In the years since his conviction, he’s filed several unsuccessful challenges. Then, in 2021, a possibility for relief appeared to open. That year, the U.S. Supreme Court’s ruling in Borden v. United States narrowed the definition of what can be considered a violent felony.
Based on that decision, Hogsett filed a habeas petition, which argued that one of his prior convictions no longer qualified. Therefore, he believes he did not have the three prior violent felonies required to qualify as an Armed Career Criminal.
Hogsett is now 40 years old. According to court documents, he has plenty of support on the outside, including his sister, who has promised him a home. Two community organizations have committed to helping him adjust to life outside of prison.
But in light of Jones, those plans may never come to pass. The U.S. Court of Appeals for the Seventh Circuit, the federal court that handles cases for Wisconsin, Indiana, and Illinois, ruled that based on Jones, Hogsett was barred from filing his habeas petition and sent the case back to the lower court with instructions to dismiss. On Tuesday, the lower court dismissed the case.
Attorney Colin Prince has a strikingly similar case—that of Harry Whitman. In 1995, Whitman’s wife was in a car accident that paralyzed her. Whitman, now in his mid-60s, became overwhelmed with medical bills and robbed two banks at gunpoint. He was sentenced to 52 years. Based on his prior convictions from more than a decade and a half before the robberies, the Court classified him as an Armed Career Criminal, which subjected him to a mandatory minimum sentence of 15 years.
Whitman filed a habeas petition in 2002, but it was denied. Like Hogsett, the Supreme Court’s subsequent rulings called into question the legitimacy of his status as an Armed Career Criminal. He filed another habeas petition last year.
“Harry Whitman’s sentence is illegal,” Prince, the chief appellate attorney for the Federal Defenders of Eastern Washington and Idaho, wrote in that filing. “The question before the Court is whether he’ll die in prison serving it.”
Prince said he felt optimistic about Whitman’s chances before the Jones ruling occurred. On June 15, the U.S. District Court for the Eastern District of Washington held a hearing in Spokane about Whitman’s case. Several of Whitman’s supporters attended.
“I thought there were very solid indications that the court intended to release Harry,” Prince told The Appeal. “And then Jones.”
On July 12, the judge asked Whitman to show why the case should not be dismissed in light of Jones.
“He can’t. Dismissal is required,” Prince wrote in his response to the court. “With that said, it is nonetheless important to mark the grotesque outcome.”
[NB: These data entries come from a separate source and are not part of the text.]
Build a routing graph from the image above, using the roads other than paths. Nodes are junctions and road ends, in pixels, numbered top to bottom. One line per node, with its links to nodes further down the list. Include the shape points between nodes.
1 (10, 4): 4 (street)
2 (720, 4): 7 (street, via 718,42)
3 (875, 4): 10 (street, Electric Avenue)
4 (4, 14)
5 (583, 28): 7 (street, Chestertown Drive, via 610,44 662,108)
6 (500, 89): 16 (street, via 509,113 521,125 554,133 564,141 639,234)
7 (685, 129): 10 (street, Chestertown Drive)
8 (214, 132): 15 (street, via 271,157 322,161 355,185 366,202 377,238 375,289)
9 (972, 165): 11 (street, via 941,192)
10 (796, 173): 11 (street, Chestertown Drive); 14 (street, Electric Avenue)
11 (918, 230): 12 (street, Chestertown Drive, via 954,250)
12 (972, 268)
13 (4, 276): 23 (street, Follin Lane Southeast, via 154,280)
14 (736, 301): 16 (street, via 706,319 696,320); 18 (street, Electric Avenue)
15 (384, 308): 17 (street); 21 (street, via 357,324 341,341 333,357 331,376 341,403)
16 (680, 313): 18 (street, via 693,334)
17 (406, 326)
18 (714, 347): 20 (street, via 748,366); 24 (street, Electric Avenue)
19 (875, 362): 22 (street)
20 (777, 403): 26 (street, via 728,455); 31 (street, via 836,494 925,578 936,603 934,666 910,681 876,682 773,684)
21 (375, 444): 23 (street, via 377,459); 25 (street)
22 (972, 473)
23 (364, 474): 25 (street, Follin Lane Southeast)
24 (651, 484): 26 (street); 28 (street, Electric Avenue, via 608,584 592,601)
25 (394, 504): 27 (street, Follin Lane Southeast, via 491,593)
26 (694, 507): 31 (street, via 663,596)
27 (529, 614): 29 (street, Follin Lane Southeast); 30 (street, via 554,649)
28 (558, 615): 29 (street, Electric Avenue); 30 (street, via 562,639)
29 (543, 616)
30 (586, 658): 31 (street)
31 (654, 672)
Whitman has few options left. He’s filed a federal clemency petition asking President Joe Biden for relief. Prince says the case’s original sentencing judge has written a letter of support. But since President Biden took office, he’s granted just 111 requests for sentence reductions out of thousands of petitions. Prince added that the upcoming changes to the federal sentencing guidelines may also offer a “glimmer of hope.” But these possibilities don’t lessen the potentially catastrophic impact of Jones.
“Absolutely, without question, 100 percent—Americans will serve time in American prisons who are innocent,” Prince said.